La plume de Martha Hall Kelly délivre un texte dénué de prétentions stylistiques, dans un registre de langue très accessible, mettant l’accent à la fois sur les faits historiques et les relations entre les personnages. La figure la plus intéressante est sans doute celle de la Doctoresse Obenhauser. Nous pouvons saluer le travail de l’auteure de se mettre dans la peau de cette antihéroïne qui s’exprime en narration interne, contant les raisons de son voyage vers l’abominable, plutôt que de la dépeindre en simple perverse narcissique vouée à la destruction de la vie humaine. 
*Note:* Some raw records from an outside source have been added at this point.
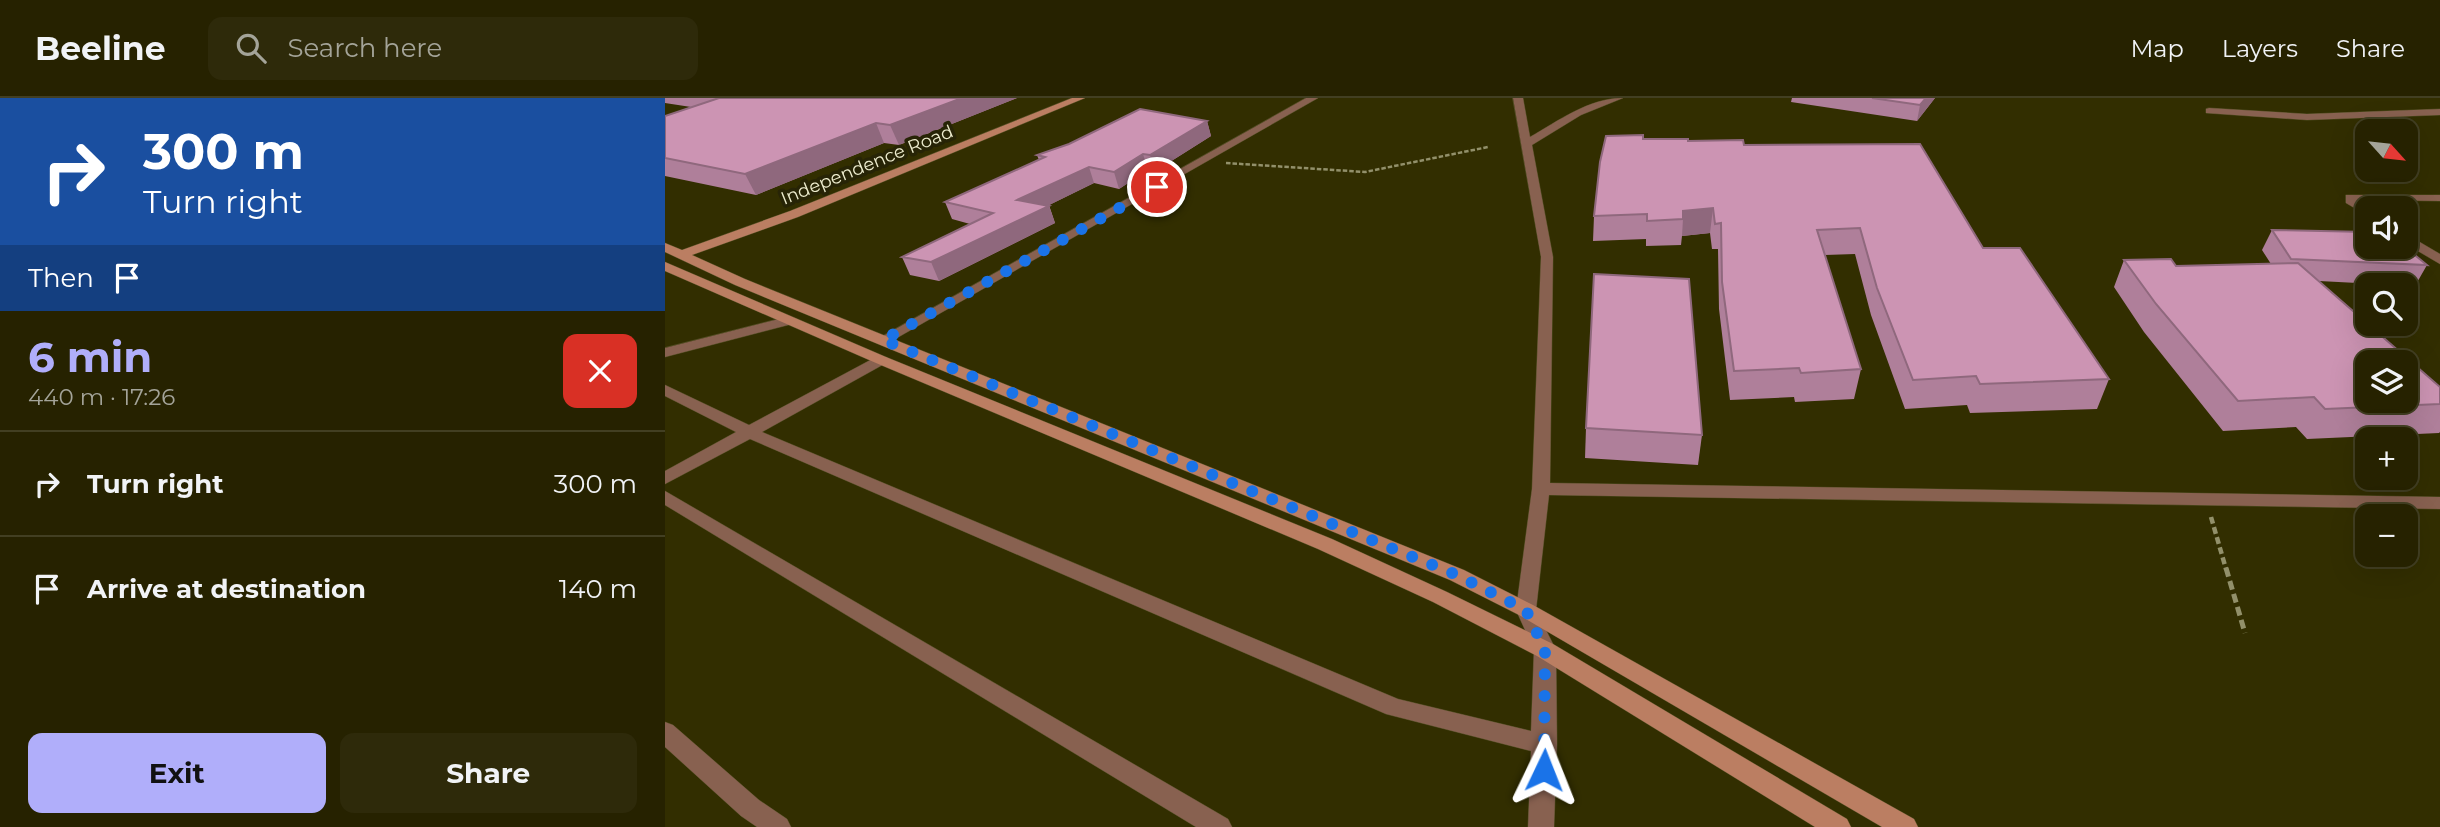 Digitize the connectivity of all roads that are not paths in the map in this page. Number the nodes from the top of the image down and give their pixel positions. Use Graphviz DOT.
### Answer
graph roads {
  1 [pos="1063,98"];
  2 [pos="1080,98"];
  3 [pos="1313,98"];
  4 [pos="1518,98"];
  5 [pos="1618,98"];
  6 [pos="2209,111"];
  7 [pos="2440,112"];
  8 [pos="1525,144"];
  9 [pos="2418,198"];
  10 [pos="2440,198"];
  11 [pos="2418,246"];
  12 [pos="669,255"];
  13 [pos="2440,260"];
  14 [pos="787,321"];
  15 [pos="883,340"];
  16 [pos="665,353"];
  17 [pos="881,360"];
  18 [pos="665,390"];
  19 [pos="749,432"];
  20 [pos="1122,437"];
  21 [pos="1101,452"];
  22 [pos="665,478"];
  23 [pos="1541,489"];
  24 [pos="665,498"];
  25 [pos="2440,503"];
  26 [pos="1526,610"];
  27 [pos="1545,650"];
  28 [pos="665,732"];
  29 [pos="1545,744"];
  30 [pos="778,827"];
  31 [pos="1219,827"];
  32 [pos="1541,827"];
  33 [pos="1838,827"];
  34 [pos="1905,827"];
  1 -- 12 [label="main road, Independence Road"];
  2 -- 12 [label="main road, Independence Road"];
  3 -- 15 [label="street"];
  4 -- 8 [label="street"];
  5 -- 8 [label="street"];
  6 -- 7 [label="street"];
  8 -- 23 [label="street"];
  9 -- 10 [label="street"];
  11 -- 13 [label="street"];
  12 -- 14 [label="main road"];
  12 -- 15 [label="main road"];
  14 -- 16 [label="street"];
  14 -- 17 [label="main road"];
  15 -- 20 [label="main road"];
  17 -- 19 [label="street"];
  17 -- 21 [label="main road"];
  18 -- 19 [label="street"];
  19 -- 22 [label="street"];
  19 -- 29 [label="street"];
  20 -- 21 [label="main road"];
  20 -- 26 [label="main road"];
  21 -- 27 [label="main road"];
  23 -- 25 [label="street"];
  23 -- 26 [label="street"];
  24 -- 31 [label="street"];
  26 -- 27 [label="street"];
  26 -- 34 [label="main road"];
  27 -- 29 [label="street"];
  27 -- 33 [label="main road"];
  28 -- 30 [label="street"];
  29 -- 32 [label="street"];
} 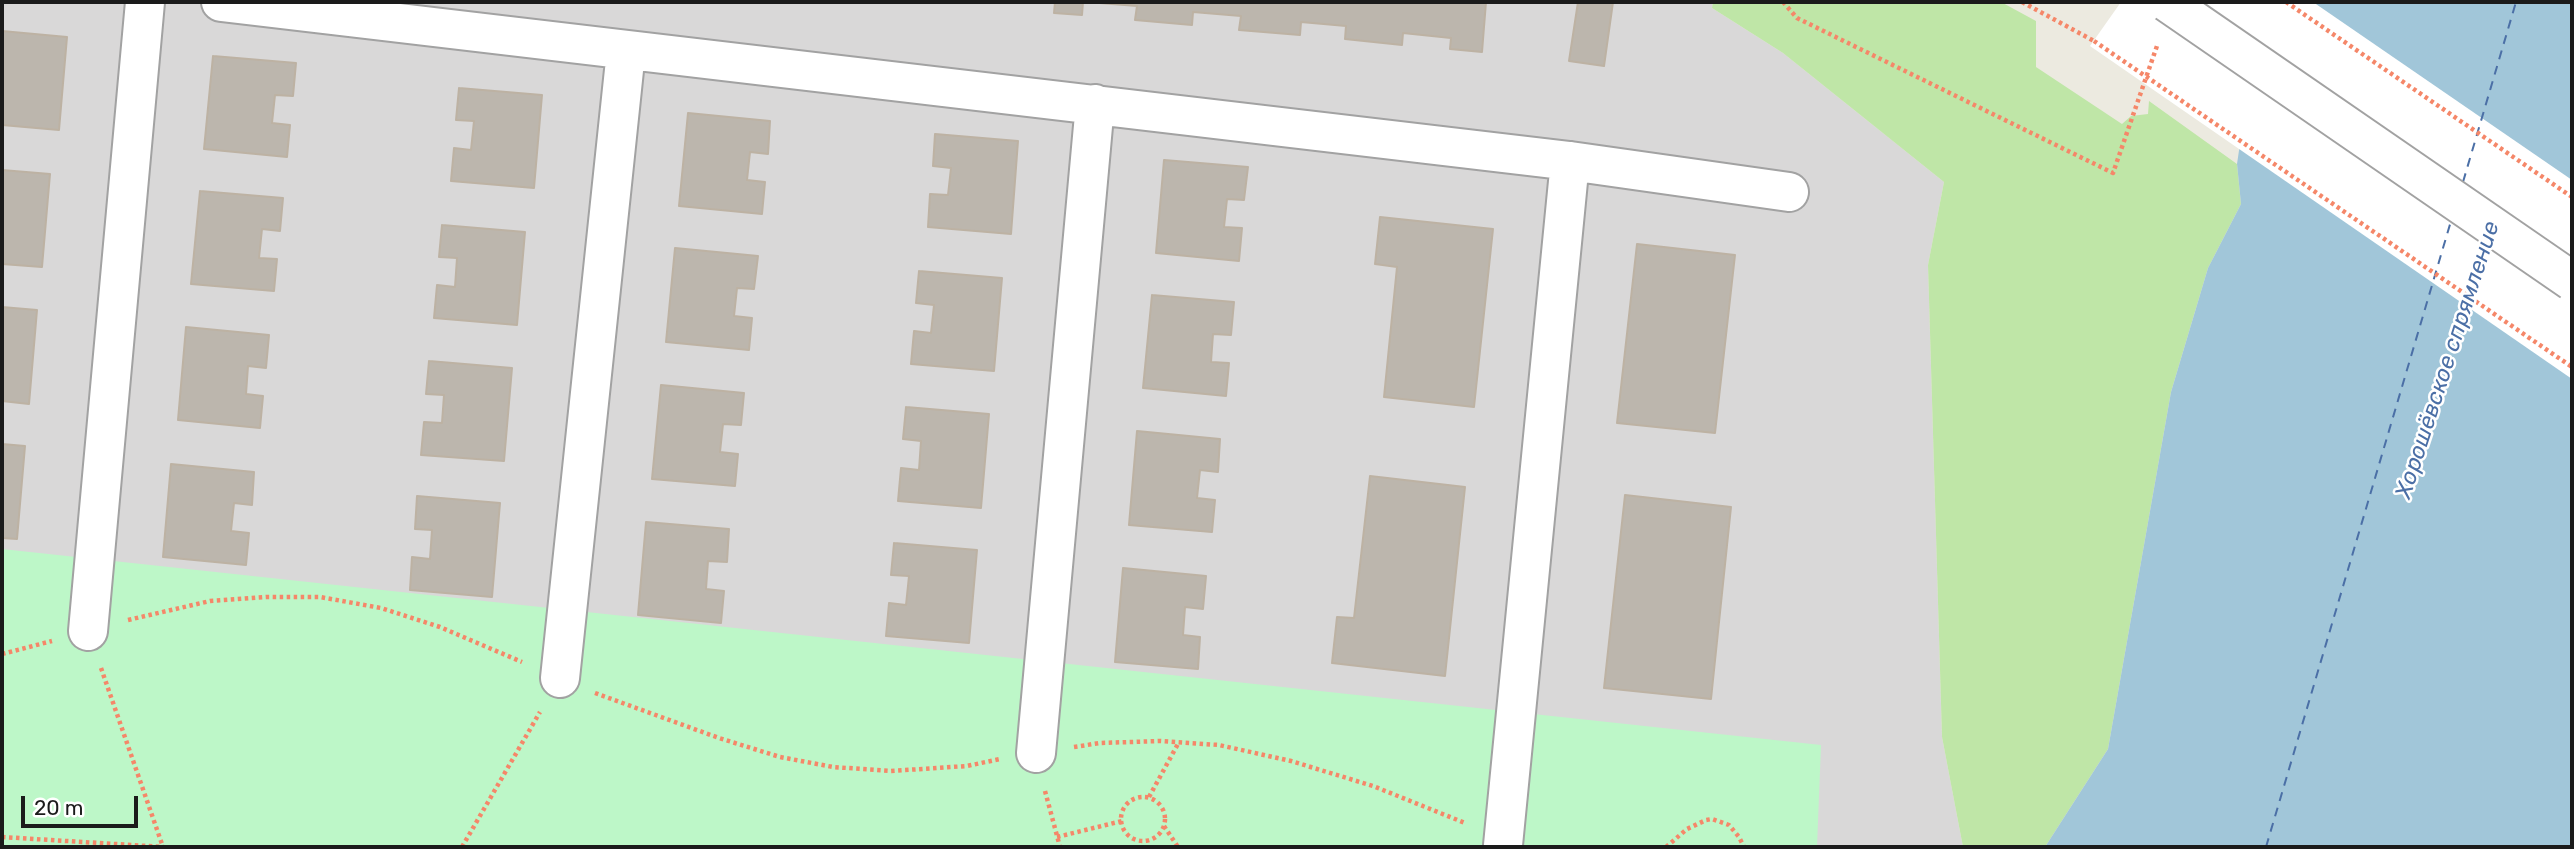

« Je serai le livre contre ma poitrine et repris le chemin de la maison. Katz ne reviendrait pas le récupérer. Tout le monde était au courant de ces arrestations. La plupart du temps, elles se passaient la nuit. Il était triste de voir les possessions de quelqu’un emportées comme ça, mais les Juifs avaient été prévenus. Ils connaissaient les demandes du Führer. C’était malheureux mais c’était ainsi et surtout, c’était pour le bien de l’Allemagne. » 

Au début du récit, Herta est victime. De la propagande du Führer, de son oncle qui abuse d’elle ; d’un système qui ne donne pas leur chance aux femmes médecins. Pourtant, le malheur de Kasia éloigne rapidement le lecteur de sa posture d’empathie envers Herta. La jeune polonaise part en Allemagne et reviendra sans sa mère, l’usage d’une jambe en moins. Pour elle, savoir ce qui est arrivée à la figure maternelle dont l’absence cogne est la condition pour trouver un peu de paix, au-delà de la volonté qu’on lui offre de guérir sa jambe. 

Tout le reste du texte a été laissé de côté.